Monsieur le Président
Assemblée Nationale
hôtel de Lassay
128, rue de l’université
75007 P A R I S



Monsieur le Président.

Ma pétition article 147 : n° 7.

Votre courrier du 17 mars 2003


Le présent courrier est un complément aux précédents qui se sont succédé depuis le 27 novembre 2001, aussi vous devez le recevoir comme une suite à ma pétition conformément à l’article 147 du règlement de l’Assemblée Nationale.

Le 22 novembre 2002, vous receviez mon courrier RA 4879 5138 2FR, dans lequel je posais une question quant à savoir si vous étiez couard ou ignorant.

Votre courrier du 17 mars 2003 ne fait qu’accroître mes doutes.

Dans le but d’évacuer ma pétition, vous mettez en avant le prétexte de la séparation des pouvoirs. Reprenez ma pétition d’origine, elle est datée du 27 novembre 2001, je reproduis ci-après le 4° alinéa de la page 2 :

<< Je vous rappelle que je ne demande pas que vous vous intéressiez à moi, je vous demande de vous intéresser au fonctionnement erratique de la justice franc-maçonne ou non. >>

Je vous ai donné en exemple l’expérience que j’ai vécue et que je continue à vivre, aussi le premier paragraphe de la décision est une déformation de ma pétition.

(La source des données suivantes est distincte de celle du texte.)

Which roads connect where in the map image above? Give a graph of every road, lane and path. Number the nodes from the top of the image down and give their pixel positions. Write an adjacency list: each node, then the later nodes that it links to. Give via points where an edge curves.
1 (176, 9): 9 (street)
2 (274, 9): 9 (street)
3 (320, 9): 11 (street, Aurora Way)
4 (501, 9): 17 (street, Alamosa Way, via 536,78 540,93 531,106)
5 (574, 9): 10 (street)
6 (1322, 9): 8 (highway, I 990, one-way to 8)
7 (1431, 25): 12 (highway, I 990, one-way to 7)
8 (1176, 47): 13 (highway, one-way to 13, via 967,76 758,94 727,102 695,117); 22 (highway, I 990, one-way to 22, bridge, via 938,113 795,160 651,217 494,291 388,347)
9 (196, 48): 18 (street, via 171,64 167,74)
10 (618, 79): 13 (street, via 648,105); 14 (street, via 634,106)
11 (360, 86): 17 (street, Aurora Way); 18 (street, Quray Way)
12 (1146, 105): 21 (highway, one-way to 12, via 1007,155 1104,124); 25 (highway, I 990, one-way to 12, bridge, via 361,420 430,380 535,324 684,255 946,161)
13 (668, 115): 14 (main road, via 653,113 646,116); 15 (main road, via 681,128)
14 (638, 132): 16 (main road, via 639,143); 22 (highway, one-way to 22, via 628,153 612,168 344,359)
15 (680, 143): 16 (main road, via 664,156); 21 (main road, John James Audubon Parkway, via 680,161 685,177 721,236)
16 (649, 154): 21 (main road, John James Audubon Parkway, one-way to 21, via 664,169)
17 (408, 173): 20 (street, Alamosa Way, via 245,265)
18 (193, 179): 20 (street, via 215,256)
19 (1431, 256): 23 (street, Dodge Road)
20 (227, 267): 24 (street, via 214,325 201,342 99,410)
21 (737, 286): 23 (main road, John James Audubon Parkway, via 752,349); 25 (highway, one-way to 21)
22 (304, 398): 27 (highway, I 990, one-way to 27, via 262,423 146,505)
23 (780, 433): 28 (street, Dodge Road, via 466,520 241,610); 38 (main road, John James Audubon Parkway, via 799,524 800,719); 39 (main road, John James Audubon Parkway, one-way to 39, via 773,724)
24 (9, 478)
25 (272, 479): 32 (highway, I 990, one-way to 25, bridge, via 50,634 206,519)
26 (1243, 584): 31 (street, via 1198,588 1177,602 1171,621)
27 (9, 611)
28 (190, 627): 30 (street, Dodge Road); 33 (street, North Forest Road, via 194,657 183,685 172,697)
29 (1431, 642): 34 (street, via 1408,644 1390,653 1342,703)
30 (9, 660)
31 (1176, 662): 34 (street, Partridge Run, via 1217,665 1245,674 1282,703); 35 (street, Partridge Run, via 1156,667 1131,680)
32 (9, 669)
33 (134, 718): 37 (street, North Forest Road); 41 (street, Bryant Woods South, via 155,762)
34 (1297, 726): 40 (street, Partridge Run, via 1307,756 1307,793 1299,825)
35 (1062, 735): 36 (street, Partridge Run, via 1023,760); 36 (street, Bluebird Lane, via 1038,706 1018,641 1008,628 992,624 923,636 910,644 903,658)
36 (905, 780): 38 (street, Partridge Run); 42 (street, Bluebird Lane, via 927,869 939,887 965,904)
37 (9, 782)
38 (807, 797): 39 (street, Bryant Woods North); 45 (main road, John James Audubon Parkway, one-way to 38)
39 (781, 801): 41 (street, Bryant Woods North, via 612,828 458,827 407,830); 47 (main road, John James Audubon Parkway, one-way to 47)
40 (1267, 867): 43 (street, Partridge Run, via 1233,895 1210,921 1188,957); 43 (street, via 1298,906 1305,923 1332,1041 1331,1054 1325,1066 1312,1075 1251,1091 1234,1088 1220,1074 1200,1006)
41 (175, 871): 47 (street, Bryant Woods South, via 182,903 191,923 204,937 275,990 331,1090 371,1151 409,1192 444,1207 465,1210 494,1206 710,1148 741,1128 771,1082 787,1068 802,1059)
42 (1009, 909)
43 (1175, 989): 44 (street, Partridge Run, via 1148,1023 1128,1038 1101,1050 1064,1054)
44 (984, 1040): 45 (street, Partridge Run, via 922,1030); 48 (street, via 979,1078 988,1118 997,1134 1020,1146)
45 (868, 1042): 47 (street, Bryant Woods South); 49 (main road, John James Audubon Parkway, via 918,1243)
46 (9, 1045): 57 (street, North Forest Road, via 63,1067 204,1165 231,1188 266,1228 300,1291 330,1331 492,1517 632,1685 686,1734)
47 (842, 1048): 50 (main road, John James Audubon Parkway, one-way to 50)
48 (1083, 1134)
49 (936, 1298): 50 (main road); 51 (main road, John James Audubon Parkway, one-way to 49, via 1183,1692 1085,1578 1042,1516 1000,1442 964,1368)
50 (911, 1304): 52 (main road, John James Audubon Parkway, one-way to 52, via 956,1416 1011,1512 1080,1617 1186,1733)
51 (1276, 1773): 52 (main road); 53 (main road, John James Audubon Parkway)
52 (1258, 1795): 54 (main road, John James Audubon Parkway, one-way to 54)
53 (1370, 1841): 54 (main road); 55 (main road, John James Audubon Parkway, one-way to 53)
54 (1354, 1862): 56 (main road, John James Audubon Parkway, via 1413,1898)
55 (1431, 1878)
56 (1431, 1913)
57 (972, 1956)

Déformation volontaire et malhonnête qui indique combien ma pétition vous gêne, les 3 paragraphes qui suivent sont du remplissage qui n’évoque qu’une malsaine autosatisfaction.

Je vous rappelle l’essentiel de ma pétition et vous intime de me répondre conformément à vos obligations de parlementaire, d’élu du peuple, conformément à votre . . . devoir . Ci-après le rappel de mes courriers et de leur objet:

27 novembre 2001 problème politique, problème de compétence

5 août 2002 envoi d’un double de mon courrier du 6 septembre 1999 au Garde des Sceaux.

18 septembre 2002 ajout de deux dossiers et rappel qu’il ne s’agit pas de la séparation des pouvoirs.

22 novembre 2002 rôle des représentants du peuple, rôle des législateurs et contrôle.

6 janvier 2003 ordonnance 58-1270, loi 2000-516, loi 91-1258.

22 janvier 2003 rappel concernant l’article 47 de la loi 2000-516, amendements 24 et 209 du Sénat 17 juin
1999.
L’ordonnance 58-1270 n’a aucune valeur, elle n’est pas opposable au citoyen car elle n’a pas été promulguée par le Président de la République. L’article 92 de la Constitution ne permettait en aucun cas le non respect des contraintes juridiques attachées à la promulgation des lois prévue par la Constitution et par le code civil.

Je vous rappelle que ma position envers l’article 47 de la loi 2000-516 est non seulement confortée mais prouvée par les amendements n° 24 et 209 des sénateurs Jolibois et Dreyfus-Schmidt. Ils demandaient l’annulation dans le projet de loi de l’article prévoyant la suppression du premier alinéa de l’article L. 611-1 du code de l’organisation judiciaire. Ces amendements ont reçu en séance du 17 juin 1999, de la part du Garde des sceaux, sa totale approbation par une réponse sans ambiguïté : “” Je m’en remets à la sagesse du Sénat. “” Effectivement, seul le premier alinéa de l’article L. 611-1 du code de l’organisation judiciaire donnait existence légale au juge d’instruction.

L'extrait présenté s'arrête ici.